Geklagt haben Eigentümer aus Stuttgart und Karlsruhe. Unterstützt werden sie vom Eigentümerverband Haus + Grund. Nach Ansicht der Kläger verstößt das Landesmodell gegen den Gleichheitsgrundsatz des Grundgesetzes. Das Finanzgericht Baden-Württemberg hatte beide Klagen im Juni 2024 noch abgewiesen.

Bundesweite Klagewelle nach der Reform

Die Reform der Grundsteuer löste bundesweit zahlreiche Verfahren aus. Mehr als 2.000 Eigentümer zogen vor Gericht. Hintergrund ist eine Entscheidung des Bundesverfassungsgerichts aus dem Jahr 2018. Damals erklärten die Richter das alte System wegen veralteter Grundstückswerte für verfassungswidrig.

Seitdem gilt ein neues System. In elf Bundesländern wird das sogenannte Bundesmodell angewendet. Fünf Länder haben eigene Modelle eingeführt:

  • Baden-Württemberg
  • Bayern
  • Hamburg
  • Hessen
  • Niedersachsen

Der Bundesfinanzhof hatte im Dezember bereits das Bundesmodell geprüft und für rechtmäßig erklärt. Nun folgen die Verfahren zu den Landesgesetzen. Den Anfang macht Baden-Württemberg.

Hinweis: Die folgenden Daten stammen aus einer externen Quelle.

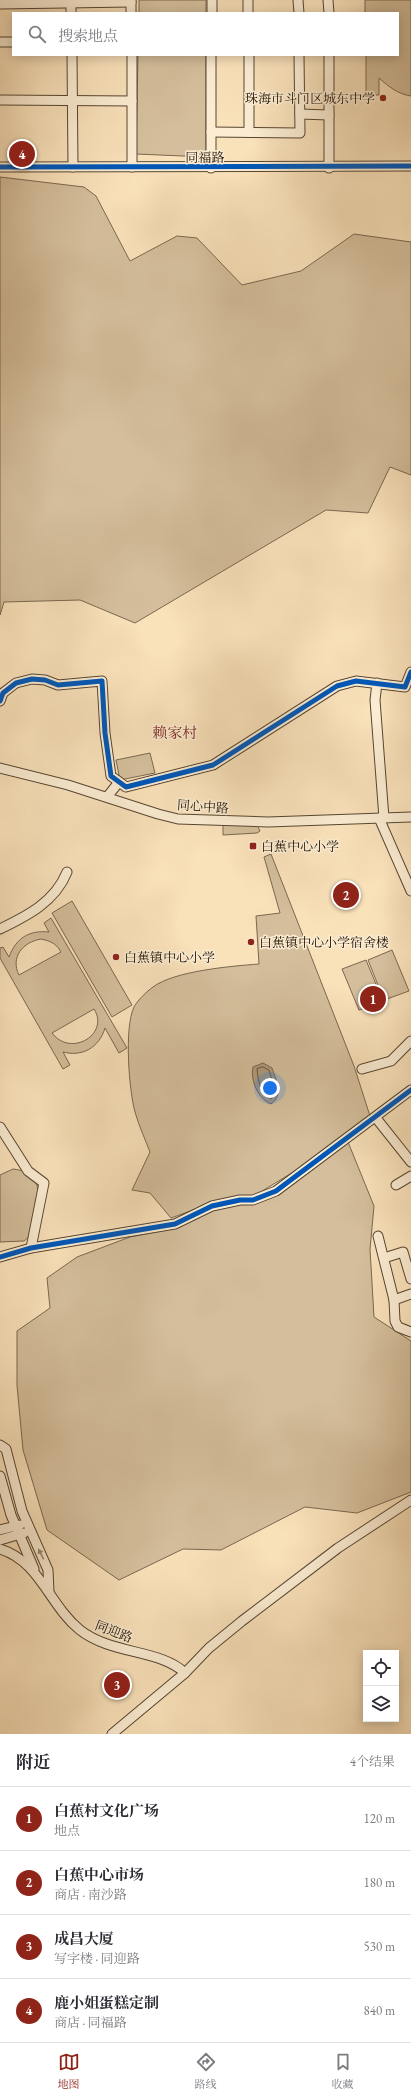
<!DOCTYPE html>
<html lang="zh">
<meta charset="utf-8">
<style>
body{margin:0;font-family:"EB Garamond","Noto Serif SC",serif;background:#f7f7f7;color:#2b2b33}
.controls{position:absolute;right:12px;bottom:12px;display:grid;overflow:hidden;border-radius:0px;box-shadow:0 2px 10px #0003}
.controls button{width:36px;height:36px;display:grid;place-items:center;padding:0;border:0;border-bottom:1px solid #e1e1e2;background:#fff;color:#2b2b33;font:20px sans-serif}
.you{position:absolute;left:270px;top:1088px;width:14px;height:14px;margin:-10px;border:3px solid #fff;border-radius:50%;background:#1a73e8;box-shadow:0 0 0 6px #1a73e833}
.badge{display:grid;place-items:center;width:26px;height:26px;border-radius:50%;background:#8f2418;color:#fff;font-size:13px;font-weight:700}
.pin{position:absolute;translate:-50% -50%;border:2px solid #fff;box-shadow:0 1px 4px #0006}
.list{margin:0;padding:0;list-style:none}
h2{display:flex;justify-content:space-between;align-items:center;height:52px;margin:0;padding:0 16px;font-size:17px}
h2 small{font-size:13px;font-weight:400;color:#7c7c81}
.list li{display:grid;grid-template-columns:26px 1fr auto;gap:12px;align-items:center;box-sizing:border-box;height:64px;padding:0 16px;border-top:1px solid #e1e1e2}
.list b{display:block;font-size:15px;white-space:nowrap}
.list p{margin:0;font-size:13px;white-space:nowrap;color:#7c7c81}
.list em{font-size:13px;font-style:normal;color:#7c7c81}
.icon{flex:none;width:22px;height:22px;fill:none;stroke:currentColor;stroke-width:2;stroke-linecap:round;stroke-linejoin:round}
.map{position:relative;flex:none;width:411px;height:1734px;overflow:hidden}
.search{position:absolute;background:#fff;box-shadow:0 2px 10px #0003;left:12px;right:12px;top:12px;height:44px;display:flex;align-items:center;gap:10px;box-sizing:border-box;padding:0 14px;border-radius:0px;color:#7c7c81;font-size:15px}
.sheet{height:308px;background:#fff}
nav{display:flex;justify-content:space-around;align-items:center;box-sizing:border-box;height:56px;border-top:1px solid #e1e1e2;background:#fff;font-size:11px;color:#7c7c81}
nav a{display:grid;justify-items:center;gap:2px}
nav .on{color:#8f2418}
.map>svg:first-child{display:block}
</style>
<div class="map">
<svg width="411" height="1734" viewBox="0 0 411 1734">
<rect width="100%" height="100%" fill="#f9e1ba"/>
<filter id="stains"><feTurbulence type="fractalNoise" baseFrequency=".005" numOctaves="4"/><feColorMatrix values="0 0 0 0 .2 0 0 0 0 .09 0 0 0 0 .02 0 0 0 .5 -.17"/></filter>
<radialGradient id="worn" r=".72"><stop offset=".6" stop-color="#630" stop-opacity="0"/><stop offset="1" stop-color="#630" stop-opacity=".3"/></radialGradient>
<!-- green -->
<g fill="#d4be9b" stroke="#7a6850" fill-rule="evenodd">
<rect x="139" y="0" width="67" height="13"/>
<path d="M365,0h46v96c-13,-2 -22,-9 -32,-18v17h-13v-40h32v-42h-33z"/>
<polygon points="138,55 206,55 206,157 136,154"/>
<polygon points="0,177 84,187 96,196 130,261 177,236 197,238 242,285 301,271 354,234 411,242 411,475 390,467 368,513 326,510 135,623 80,600 4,602 0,615"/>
<polygon points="150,753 155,773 120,780 116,760"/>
<polygon points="223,824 257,825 260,831 257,833 223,835"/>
<path d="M271,854l83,212 16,50 -57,44 -59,36 -36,5 -47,17 -21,-25 -18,-3 18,-38c-5,-13 -11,-26 -15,-40 -6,-22 -11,-84 -1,-105 3,-6 13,-16 19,-20 21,-16 79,-21 106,-23l-3,-48 24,-3 -16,-56z"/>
<polygon points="72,901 132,1005 112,1017 52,913"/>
<path d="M51,918l76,130 -8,5 -14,-25c-6,20 -23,29 -42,24l7,13 -7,4 -63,-111v-10l3,-1 6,10c7,-19 20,-27 40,-25l-5,-9zM41,939c9,2 15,4 20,13l-42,23c-9,-18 4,-33 22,-36zM94,1009c16,25 -23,49 -42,24z"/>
<polygon points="392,950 409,991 384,1000 368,960"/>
<polygon points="366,960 383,1001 359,1010 342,969"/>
<polygon points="348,1142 374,1206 370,1249 374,1317 411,1341 411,1492 357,1513 305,1507 221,1550 183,1549 119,1580 47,1530 23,1450 17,1385 17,1331 50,1308 47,1278 77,1257 130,1237 176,1228 205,1212 235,1202 249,1204 292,1185"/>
<path d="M13,1169c38,4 23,40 18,66l-7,6 -24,1v-67z"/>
</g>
<!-- water -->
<path fill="#af9b7c" stroke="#76654c" d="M263,1063l9,5c4,12 12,27 -1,36 -13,-5 -21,-24 -18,-37z"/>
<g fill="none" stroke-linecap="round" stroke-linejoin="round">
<!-- shore -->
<path stroke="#685740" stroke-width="1" d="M263,1067l6,3 6,20 -4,9c-11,-5 -13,-19 -14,-30z"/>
<!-- minor casing -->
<g stroke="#564632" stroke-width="11">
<g id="minor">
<polyline points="71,0 71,13"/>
<polyline points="131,0 131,13"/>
<polyline points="248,0 248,13"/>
<polyline points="298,0 299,13"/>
<polyline points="328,0 329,13"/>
<polyline points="0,4 131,2"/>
<polyline points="212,13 212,0"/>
<polyline points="0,42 13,42"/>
<polyline points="72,55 73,167"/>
<polyline points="132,55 132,167"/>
<polyline points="249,55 249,132"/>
<polyline points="329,55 329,168"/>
<polyline points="0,100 132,101"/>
<polyline points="300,114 329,115"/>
<polyline points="211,132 300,133 299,55"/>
<polyline points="0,167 411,166"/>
<polyline points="211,168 211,55"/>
<polyline points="377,683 375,700 384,818"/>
<polyline points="0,701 3,693 16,683 32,679 45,680 58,685 102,681 105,733 111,776 126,787 213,765 337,686 356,681 405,687 411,672"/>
<polyline points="0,768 68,785 158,814 178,819 268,822 411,817"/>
<polyline points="107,797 119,782"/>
<polyline points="379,818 411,891"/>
<path d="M0,929c27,-13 55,-27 67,-57"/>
<polyline points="362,1069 391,1061 411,1041"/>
<polyline points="376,1118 411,1162"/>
<polyline points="0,1127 28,1171 44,1183 31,1248"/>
<polyline points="396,1185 411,1176"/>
<polyline points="378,1236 394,1300 395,1321 398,1327 411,1332"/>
<polyline points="0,1257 31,1248 175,1224 212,1206 240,1200 253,1200 276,1191 411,1090"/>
<polyline points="384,1258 403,1252 411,1279"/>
<polyline points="394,1300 411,1294"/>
<polyline points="0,1445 6,1449 22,1511 48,1570 49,1592"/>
<polyline points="0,1476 11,1515 34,1569"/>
<polyline points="0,1530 20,1525"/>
<polyline points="0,1540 24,1533"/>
<path d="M0,1549c40,12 49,56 80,81 32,25 80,19 105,43"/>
<polyline points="112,1734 185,1673 209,1648 242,1621 338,1548 411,1500"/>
</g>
</g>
<!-- minor -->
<use href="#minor" stroke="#fbecd2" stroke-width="9"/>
<!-- cycleway casing -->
<g stroke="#fbecd2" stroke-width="8">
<g id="cycleway">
<polyline points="0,167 411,166"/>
<polyline points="0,701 3,693 16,683 32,679 45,680 58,685 102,681 105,733 111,776 126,787 213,765 337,686 356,681 405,687 411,672"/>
<polyline points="0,1257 31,1248 175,1224 212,1206 240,1200 253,1200 276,1191 411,1090"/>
</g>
</g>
<!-- cycleway -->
<use href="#cycleway" stroke="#0057b8" stroke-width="5"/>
</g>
<!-- one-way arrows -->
<defs><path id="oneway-solid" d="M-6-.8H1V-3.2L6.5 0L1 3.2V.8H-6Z"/></defs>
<use fill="#988a75" href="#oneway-solid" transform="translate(41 1554) rotate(-116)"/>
<!-- markers -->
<g fill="#8f2418" stroke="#fbecd2" stroke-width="1.5">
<circle cx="383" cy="98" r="4"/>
<rect x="249" y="842" width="8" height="8" rx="2"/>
<circle cx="251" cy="942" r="4"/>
<circle cx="116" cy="957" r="4"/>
</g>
<g text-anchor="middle" stroke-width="3" stroke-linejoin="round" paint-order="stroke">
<!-- poi labels -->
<g font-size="13" fill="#201304" stroke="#fbecd2" text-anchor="start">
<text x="375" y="103" text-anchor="end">珠海市斗门区城东中学</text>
<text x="261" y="851">白蕉中心小学</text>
<text x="259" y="947">白蕉镇中心小学宿舍楼</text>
<text x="124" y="962">白蕉镇中心小学</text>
</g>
<!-- street labels -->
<g font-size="13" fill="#201304" stroke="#fbecd2">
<text x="205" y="162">同福路</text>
<text transform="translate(203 806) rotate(4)" y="5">同心中路</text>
<text transform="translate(114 1631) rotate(21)" y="5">同迎路</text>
</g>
<!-- quarter labels -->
<g font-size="15" fill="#7a1f14" stroke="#fbecd2">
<text x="175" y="738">赖家村</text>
</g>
</g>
<rect width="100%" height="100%" filter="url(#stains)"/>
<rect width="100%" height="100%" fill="url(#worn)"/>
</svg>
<div class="controls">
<button><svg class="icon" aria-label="locate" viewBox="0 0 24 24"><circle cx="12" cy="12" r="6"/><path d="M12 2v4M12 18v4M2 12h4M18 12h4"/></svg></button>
<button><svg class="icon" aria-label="layers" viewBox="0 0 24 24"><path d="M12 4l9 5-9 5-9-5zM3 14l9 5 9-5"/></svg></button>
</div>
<div class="you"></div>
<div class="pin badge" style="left:373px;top:999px">1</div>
<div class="pin badge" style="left:346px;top:895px">2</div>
<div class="pin badge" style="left:117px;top:1685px">3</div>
<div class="pin badge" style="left:22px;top:154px">4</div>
<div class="search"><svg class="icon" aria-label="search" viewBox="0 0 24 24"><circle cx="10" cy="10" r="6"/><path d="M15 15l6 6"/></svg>搜索地点</div>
</div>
<section class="sheet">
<h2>附近<small>4个结果</small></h2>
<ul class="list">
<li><span class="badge">1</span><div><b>白蕉村文化广场</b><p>地点</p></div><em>120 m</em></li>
<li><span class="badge">2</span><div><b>白蕉中心市场</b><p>商店 · 南沙路</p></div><em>180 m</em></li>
<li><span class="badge">3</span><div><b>成昌大厦</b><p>写字楼 · 同迎路</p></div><em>530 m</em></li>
<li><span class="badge">4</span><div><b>鹿小姐蛋糕定制</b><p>商店 · 同福路</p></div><em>840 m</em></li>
</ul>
</section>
<nav>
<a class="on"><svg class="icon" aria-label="map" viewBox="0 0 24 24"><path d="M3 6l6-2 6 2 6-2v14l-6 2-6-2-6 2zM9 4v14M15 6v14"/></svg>地图</a>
<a><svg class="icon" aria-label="directions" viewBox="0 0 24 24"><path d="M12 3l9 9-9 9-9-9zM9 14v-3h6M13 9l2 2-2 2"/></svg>路线</a>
<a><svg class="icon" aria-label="saved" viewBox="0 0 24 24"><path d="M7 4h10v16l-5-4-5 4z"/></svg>收藏</a>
</nav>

Kritik am Modell im Südwesten

Die Landesregierung setzte bei der Reform auf ein vergleichsweise einfaches Berechnungsmodell. Entscheidend sind vor allem zwei Faktoren. Die Größe des Grundstücks und der sogenannte Bodenrichtwert. Dieser Wert wird von Gutachtern festgelegt.

Welche Gebäude auf dem Grundstück stehen oder wie hoch mögliche Mieteinnahmen sind, spielt dagegen keine Rolle.

Genau daran entzündet sich die Kritik der Kläger. Ein Grundstück mit ertragreichem Mehrfamilienhaus kann demnach ähnlich besteuert werden wie ein Grundstück mit kleinem Haus oder ohne Bebauung. In den verhandelten Fällen geht es unter anderem um eine Doppelhaushälfte bei einem Bodenrichtwert von 1.400 Euro pro Quadratmeter sowie um ein Zweifamilienhaus mit einem Bodenwert von 510 Euro.

Steuer betrifft auch viele Mieter

In Baden-Württemberg gibt es rund 5,6 Millionen steuerpflichtige wirtschaftliche Einheiten. Die Grundsteuer betrifft damit einen großen Teil der Bevölkerung. Vermieter können die Abgabe in der Regel über die Nebenkosten auf Mieter umlegen.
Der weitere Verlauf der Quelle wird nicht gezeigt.